Written by Vernon R. Heard

Positive Black Images Magazine

These days I’ve witnessed the bond in families slowly grow thinner and thinner with each generation. In this age of social media, it’s so easy to disconnect from family in our proximity or distant aunts or uncles, cousins, nieces and nephews. “Connecting” nowadays has been redefined to mean Facebook and IG likes or emoticons every once in a while. A new generation is being raised that doesn’t even know that this aspect of social interaction is missing from their lives. Operating from the “can’t miss what you never had” premise. All the social interaction they’ve ever known takes place from behind a keyboard and computer screen.

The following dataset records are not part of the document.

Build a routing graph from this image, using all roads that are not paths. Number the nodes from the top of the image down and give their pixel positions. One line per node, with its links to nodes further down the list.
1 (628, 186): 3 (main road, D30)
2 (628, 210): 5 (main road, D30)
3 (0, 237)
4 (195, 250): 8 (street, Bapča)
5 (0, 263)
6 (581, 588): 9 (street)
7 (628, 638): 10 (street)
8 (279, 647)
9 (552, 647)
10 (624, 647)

Some youngstas don’t know the bonding that takes place when cousins hang out for a week, or a summer or a childhood. They haven’t enjoyed the road trips in the summer to go meet and spend time with family in other parts of the country; bonding over great food, music and stories from their elders’ childhoods. With the day to day divisiveness that permeates society, I think it’s imperative that in-person connections happen as often as possible. We have to ensure that contact within the branches of the family tree doesn’t deteriorate; that the love doesn’t erode with each generation.

Griot Tradition. A griot is a West African storyteller, singer, musician, and oral historian. They train to excel as orators, lyricists and musicians. The griot keeps records of all the births, deaths, marriages through the generations of the village or family.

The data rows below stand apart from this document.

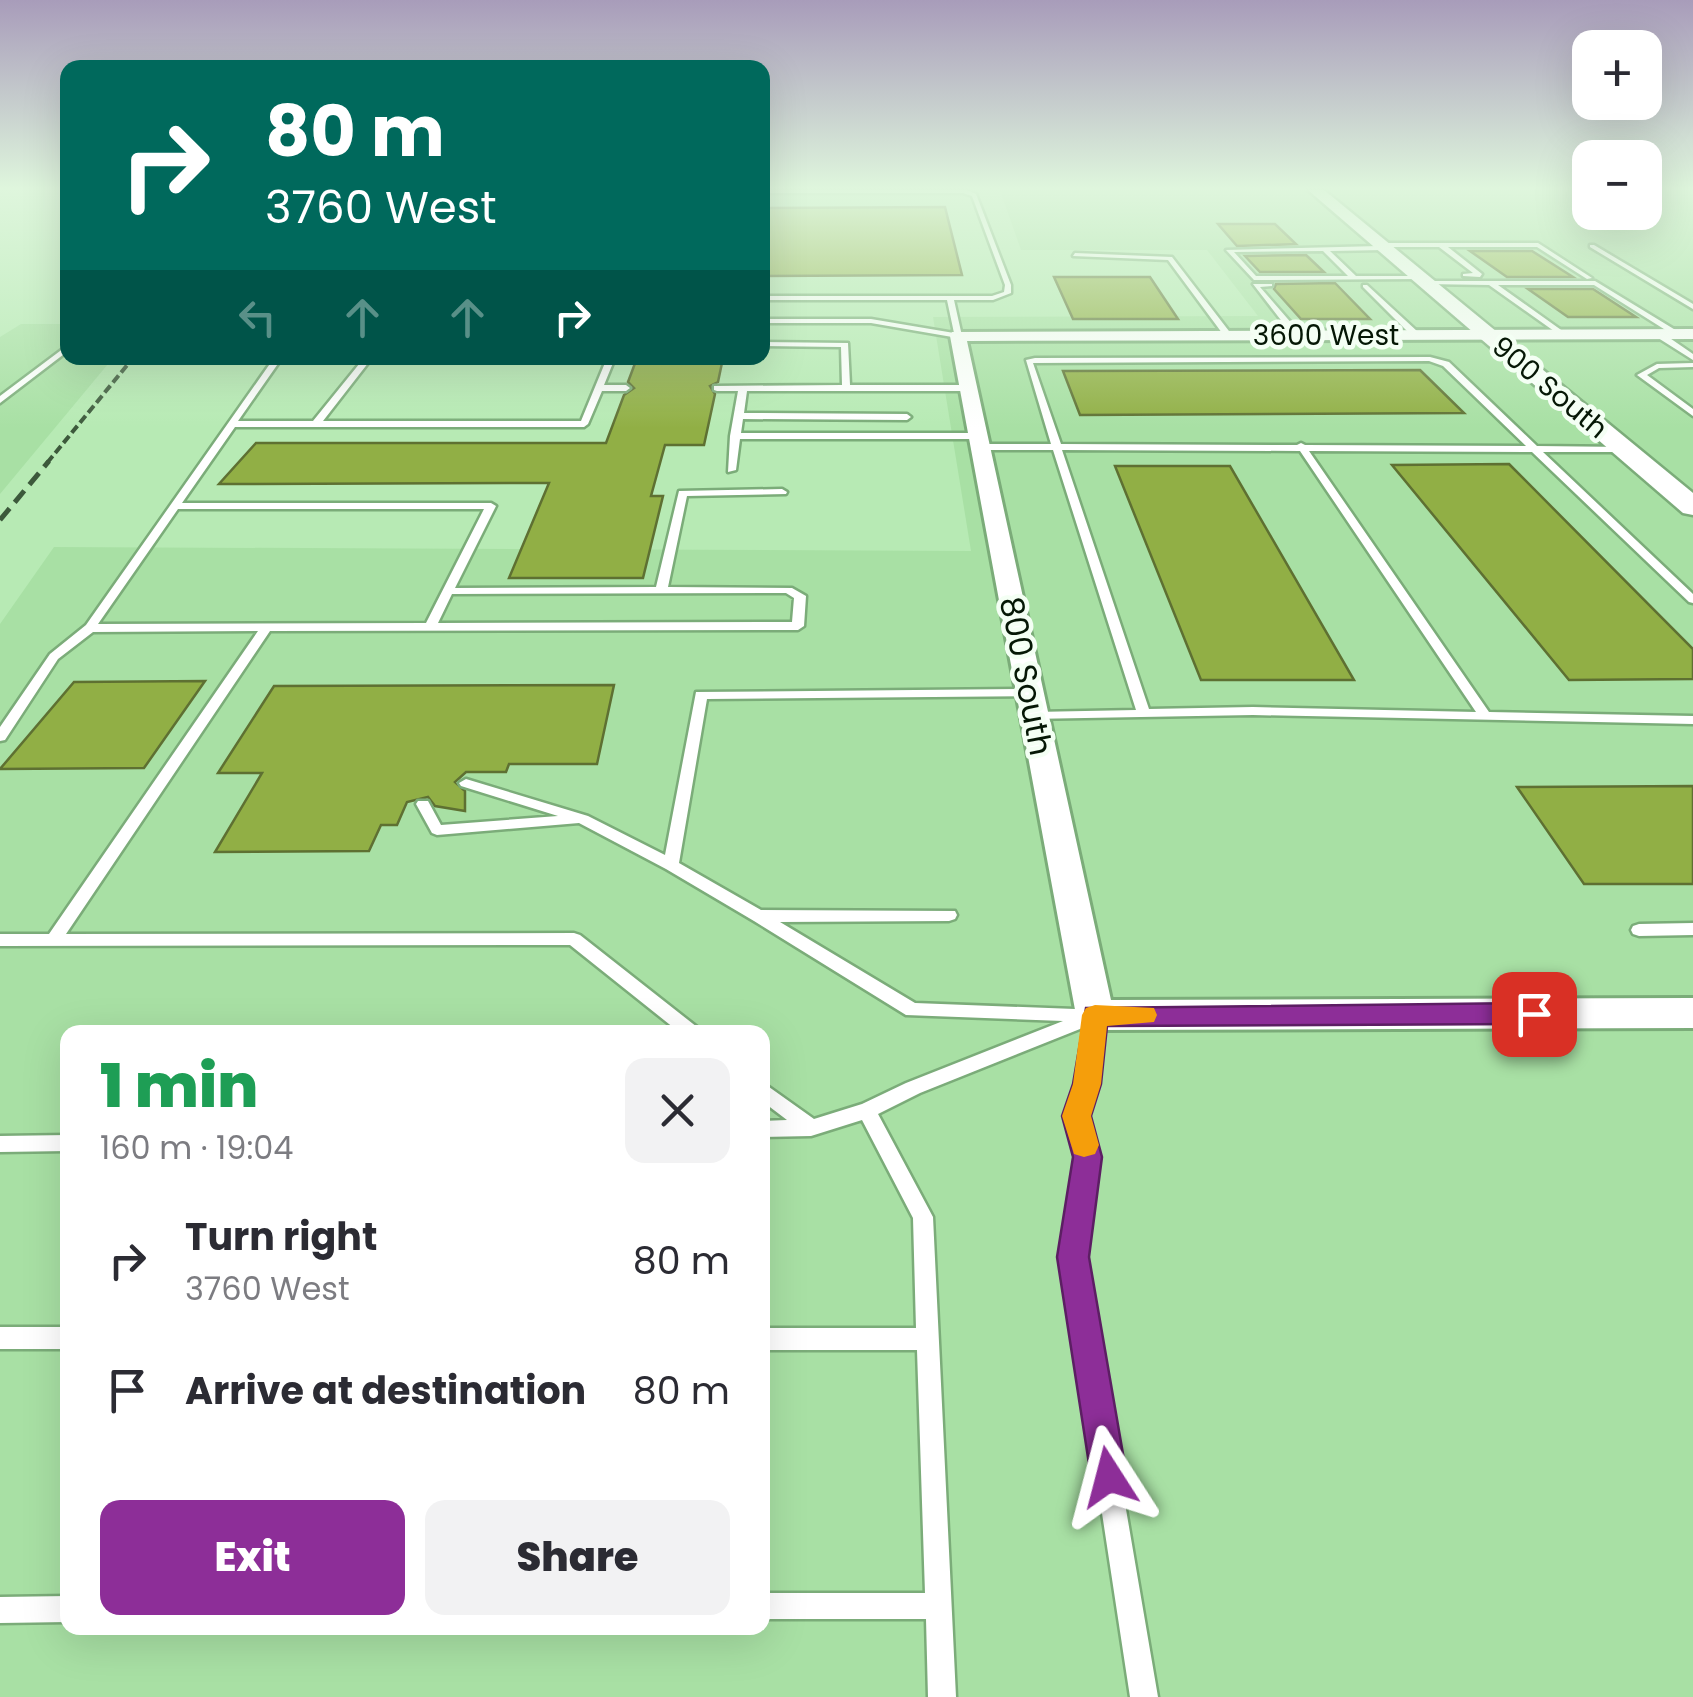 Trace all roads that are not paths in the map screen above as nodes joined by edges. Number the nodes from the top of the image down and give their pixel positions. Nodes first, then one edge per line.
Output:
1 (1002, 269) edge
2 (1178, 269) edge
3 (1246, 269) edge
4 (1345, 269) edge
5 (1410, 269) edge
6 (1473, 269) edge
7 (1576, 269) edge
8 (1631, 269) edge
9 (1354, 278) junction
10 (1589, 278) dead end
11 (940, 279) dead end
12 (1423, 280) junction
13 (1490, 283) junction
14 (1365, 286) junction
15 (770, 298) edge
16 (947, 298) junction
17 (1691, 305) edge
18 (770, 321) edge
19 (1415, 334) junction
20 (1487, 334) junction
21 (1562, 334) junction
22 (1658, 334) junction
23 (1686, 334) edge
24 (1225, 335) junction
25 (1297, 335) junction
26 (958, 336) junction
27 (770, 344) edge
28 (60, 353) edge
29 (1237, 360) junction
30 (1693, 362) edge
31 (273, 365) edge
32 (362, 365) edge
33 (608, 365) edge
34 (598, 388) junction
35 (626, 388) dead end
36 (716, 388) dead end
37 (743, 388) junction
38 (846, 388) junction
39 (969, 388) junction
40 (0, 400) edge
41 (1693, 413) edge
42 (738, 416) junction
43 (907, 416) dead end
44 (232, 424) junction
45 (316, 424) junction
46 (736, 436) junction
47 (979, 442) junction
48 (1301, 446) junction
49 (1057, 448) junction
50 (1534, 448) junction
51 (1624, 449) junction
52 (731, 470) dead end
53 (782, 492) dead end
54 (175, 506) junction
55 (1693, 507) edge
56 (790, 576) dead end
57 (661, 590) junction
58 (788, 590) junction
59 (448, 591) junction
60 (1693, 600) edge
61 (430, 627) junction
62 (90, 628) junction
63 (266, 628) junction
64 (1032, 704) junction
65 (1144, 714) junction
66 (1484, 714) junction
67 (1693, 720) edge
68 (0, 737) edge
69 (466, 783) dead end
70 (423, 804) dead end
71 (583, 819) junction
72 (671, 865) junction
73 (948, 915) dead end
74 (758, 916) junction
75 (1693, 929) edge
76 (1639, 930) dead end
77 (0, 940) edge
78 (53, 940) junction
79 (1693, 1013) edge
80 (1095, 1015) junction
81 (682, 1025) edge
82 (770, 1096) edge
83 (867, 1111) junction
84 (810, 1128) junction
85 (770, 1129) edge
86 (60, 1142) edge
87 (0, 1144) edge
88 (0, 1338) edge
89 (60, 1338) edge
90 (770, 1338) edge
91 (928, 1339) junction
92 (770, 1606) edge
93 (939, 1606) junction
94 (60, 1609) edge
95 (0, 1610) edge
96 (942, 1697) edge
97 (1144, 1697) edge

1 - 16 lane
2 - 24 lane
3 - 9 lane
4 - 9 lane
5 - 12 street, 900 South
6 - 12 lane
7 - 10 lane
8 - 17 lane
9 - 12 lane
11 - 16 lane
12 - 13 lane
12 - 14 lane
12 - 20 street, 900 South
13 - 21 lane
13 - 23 lane
14 - 19 lane
14 - 25 lane
15 - 16 lane
16 - 26 lane
18 - 26 lane
19 - 20 street, 3600 West
19 - 25 street, 3600 West
20 - 21 street, 3600 West
20 - 51 street, 900 South
21 - 22 street, 3600 West
22 - 23 street, 3600 West
22 - 30 lane
24 - 25 street, 3600 West
24 - 26 street, 3600 West
24 - 29 lane
26 - 39 street, 800 South
27 - 38 lane
28 - 40 lane
29 - 49 lane
29 - 50 lane
30 - 41 lane
31 - 44 lane
32 - 45 lane
33 - 34 lane
34 - 35 lane
34 - 45 lane
36 - 37 lane
37 - 38 lane
37 - 42 lane
38 - 39 lane
39 - 47 street, 800 South
42 - 43 lane
42 - 46 lane
44 - 45 lane
44 - 54 lane
46 - 47 lane
46 - 52 lane
47 - 49 lane
47 - 64 street, 800 South
48 - 49 lane
48 - 50 lane
48 - 66 lane
49 - 65 lane
50 - 51 lane
50 - 60 lane
51 - 55 street, 900 South
53 - 57 lane
54 - 59 lane
54 - 62 lane
56 - 58 lane
57 - 58 lane
57 - 59 lane
58 - 61 lane
59 - 61 lane
61 - 63 lane
62 - 63 lane
62 - 68 lane
63 - 78 lane
64 - 65 lane
64 - 72 lane
64 - 80 street, 800 South
65 - 66 lane
66 - 67 lane
69 - 71 lane
70 - 71 lane
71 - 72 lane
72 - 74 lane
73 - 74 lane
74 - 80 lane
75 - 76 lane
77 - 78 lane
78 - 81 lane
79 - 80 street
80 - 83 lane
80 - 97 lane
82 - 84 lane
83 - 84 lane
83 - 91 lane
84 - 85 lane
86 - 87 lane
88 - 89 lane
90 - 91 lane
91 - 93 lane
92 - 93 lane
93 - 96 lane
94 - 95 lane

Every family needs a matriarch. That person that knows the different branches of grandparents, parents, siblings, aunts, uncles, and cousins. They often know a good deal of the family history, anecdotes and can be a wealth of information to pay forward to future generations. They are the modern day griots. As far back as I can remember, my grandmother was the center point of our family. I remember her as a strong, ageless woman, fiercely loyal to family and always preaching to us to love one another “... ‘cause family is all we got”. She was the sweetest person to ever beat my ass when I messed up as a kid. She could go on for hours

about growing up down south and her dad and siblings; relatives I’d never meet. To me, that’s what kids are missing these days. Not the ONLY thing they’re missing but that sense of family and community is a major brick in the foundation that the person and family unit is built upon. I call her The Glue. She was the main artery that kept the heart of our family beating. The Glue that ensured that we knew of and eventually met our family down south, in Chicago and California. The Glue that stood by and demonstrated a standard that we all carry forward now.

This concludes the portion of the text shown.